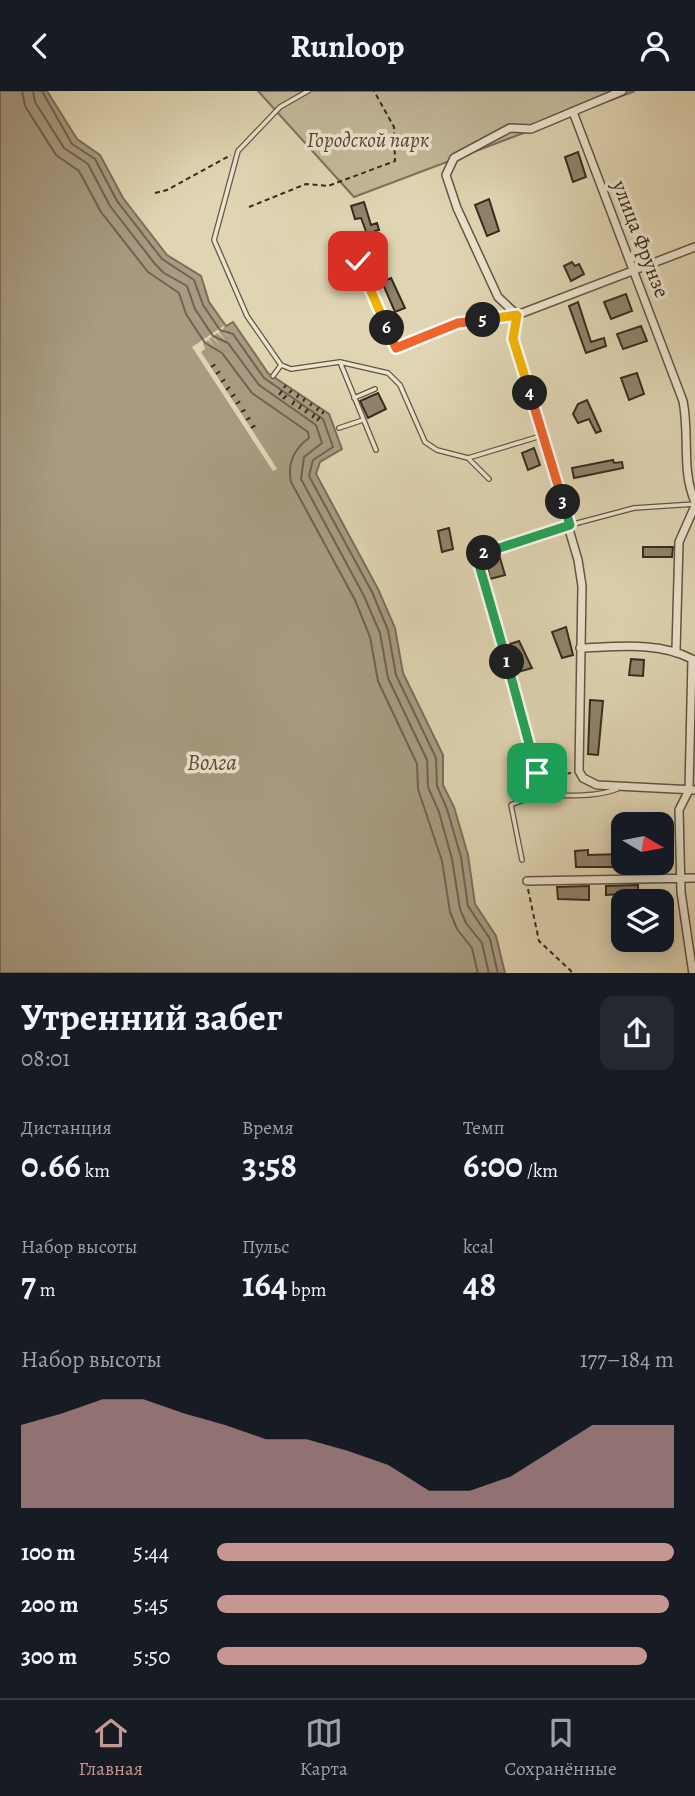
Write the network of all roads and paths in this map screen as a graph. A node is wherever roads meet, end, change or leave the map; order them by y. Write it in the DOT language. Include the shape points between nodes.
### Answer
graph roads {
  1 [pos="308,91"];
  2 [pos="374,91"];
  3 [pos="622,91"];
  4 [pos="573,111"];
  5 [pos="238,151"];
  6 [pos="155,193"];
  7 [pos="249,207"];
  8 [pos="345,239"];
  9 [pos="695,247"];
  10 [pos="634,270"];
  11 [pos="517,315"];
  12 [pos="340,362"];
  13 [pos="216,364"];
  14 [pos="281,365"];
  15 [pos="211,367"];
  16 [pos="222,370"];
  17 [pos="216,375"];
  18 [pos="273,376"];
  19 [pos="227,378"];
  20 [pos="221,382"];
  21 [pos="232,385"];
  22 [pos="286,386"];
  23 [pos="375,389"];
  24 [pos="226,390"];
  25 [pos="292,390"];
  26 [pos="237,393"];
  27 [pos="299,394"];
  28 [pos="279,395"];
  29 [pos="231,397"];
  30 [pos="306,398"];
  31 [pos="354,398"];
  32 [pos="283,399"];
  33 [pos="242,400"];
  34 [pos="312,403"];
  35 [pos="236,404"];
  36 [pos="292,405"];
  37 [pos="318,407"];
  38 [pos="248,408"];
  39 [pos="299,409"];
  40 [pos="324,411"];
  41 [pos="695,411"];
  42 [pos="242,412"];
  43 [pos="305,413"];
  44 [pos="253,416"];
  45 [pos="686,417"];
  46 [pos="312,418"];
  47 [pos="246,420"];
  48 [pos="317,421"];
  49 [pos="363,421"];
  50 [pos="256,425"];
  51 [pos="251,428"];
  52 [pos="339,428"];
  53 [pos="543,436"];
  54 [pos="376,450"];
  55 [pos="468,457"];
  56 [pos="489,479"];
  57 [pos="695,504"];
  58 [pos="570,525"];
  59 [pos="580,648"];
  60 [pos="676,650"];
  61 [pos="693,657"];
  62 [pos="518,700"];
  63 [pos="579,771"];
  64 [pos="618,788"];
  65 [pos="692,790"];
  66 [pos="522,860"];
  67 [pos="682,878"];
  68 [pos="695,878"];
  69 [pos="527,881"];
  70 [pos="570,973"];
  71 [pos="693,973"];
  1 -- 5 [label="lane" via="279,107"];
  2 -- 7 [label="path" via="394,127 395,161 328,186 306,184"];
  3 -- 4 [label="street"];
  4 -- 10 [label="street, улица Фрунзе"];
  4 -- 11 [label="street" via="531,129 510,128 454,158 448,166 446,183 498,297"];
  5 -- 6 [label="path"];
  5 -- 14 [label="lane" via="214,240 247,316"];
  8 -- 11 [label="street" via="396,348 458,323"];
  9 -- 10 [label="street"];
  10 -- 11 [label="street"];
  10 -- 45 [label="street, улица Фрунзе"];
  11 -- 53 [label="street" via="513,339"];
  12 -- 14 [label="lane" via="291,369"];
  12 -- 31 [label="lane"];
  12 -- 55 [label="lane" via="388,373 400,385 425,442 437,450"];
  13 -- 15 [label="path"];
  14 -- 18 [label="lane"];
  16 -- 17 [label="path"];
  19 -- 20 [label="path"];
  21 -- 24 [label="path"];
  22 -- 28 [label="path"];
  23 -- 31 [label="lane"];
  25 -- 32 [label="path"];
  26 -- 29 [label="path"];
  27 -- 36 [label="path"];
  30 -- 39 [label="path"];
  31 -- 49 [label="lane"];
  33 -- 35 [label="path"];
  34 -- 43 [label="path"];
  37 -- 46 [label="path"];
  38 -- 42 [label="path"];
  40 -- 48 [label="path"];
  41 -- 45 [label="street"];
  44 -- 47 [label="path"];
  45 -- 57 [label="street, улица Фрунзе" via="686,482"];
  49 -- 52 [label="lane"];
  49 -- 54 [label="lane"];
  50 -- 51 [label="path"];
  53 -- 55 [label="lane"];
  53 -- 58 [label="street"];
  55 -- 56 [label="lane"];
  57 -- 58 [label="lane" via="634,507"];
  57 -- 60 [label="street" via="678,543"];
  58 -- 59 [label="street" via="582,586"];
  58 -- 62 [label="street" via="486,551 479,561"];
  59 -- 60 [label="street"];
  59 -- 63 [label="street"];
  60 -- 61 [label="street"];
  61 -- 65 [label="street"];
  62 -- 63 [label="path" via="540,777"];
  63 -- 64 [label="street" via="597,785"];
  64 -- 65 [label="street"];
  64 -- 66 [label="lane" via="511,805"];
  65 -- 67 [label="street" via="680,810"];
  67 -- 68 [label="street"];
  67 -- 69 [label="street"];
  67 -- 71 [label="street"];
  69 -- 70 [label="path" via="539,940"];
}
================
• _TASK DIRECTIONS_
From the data above, give the number of lines that hold "улица", without anything else.

• _RESULT OF THE TASK_
3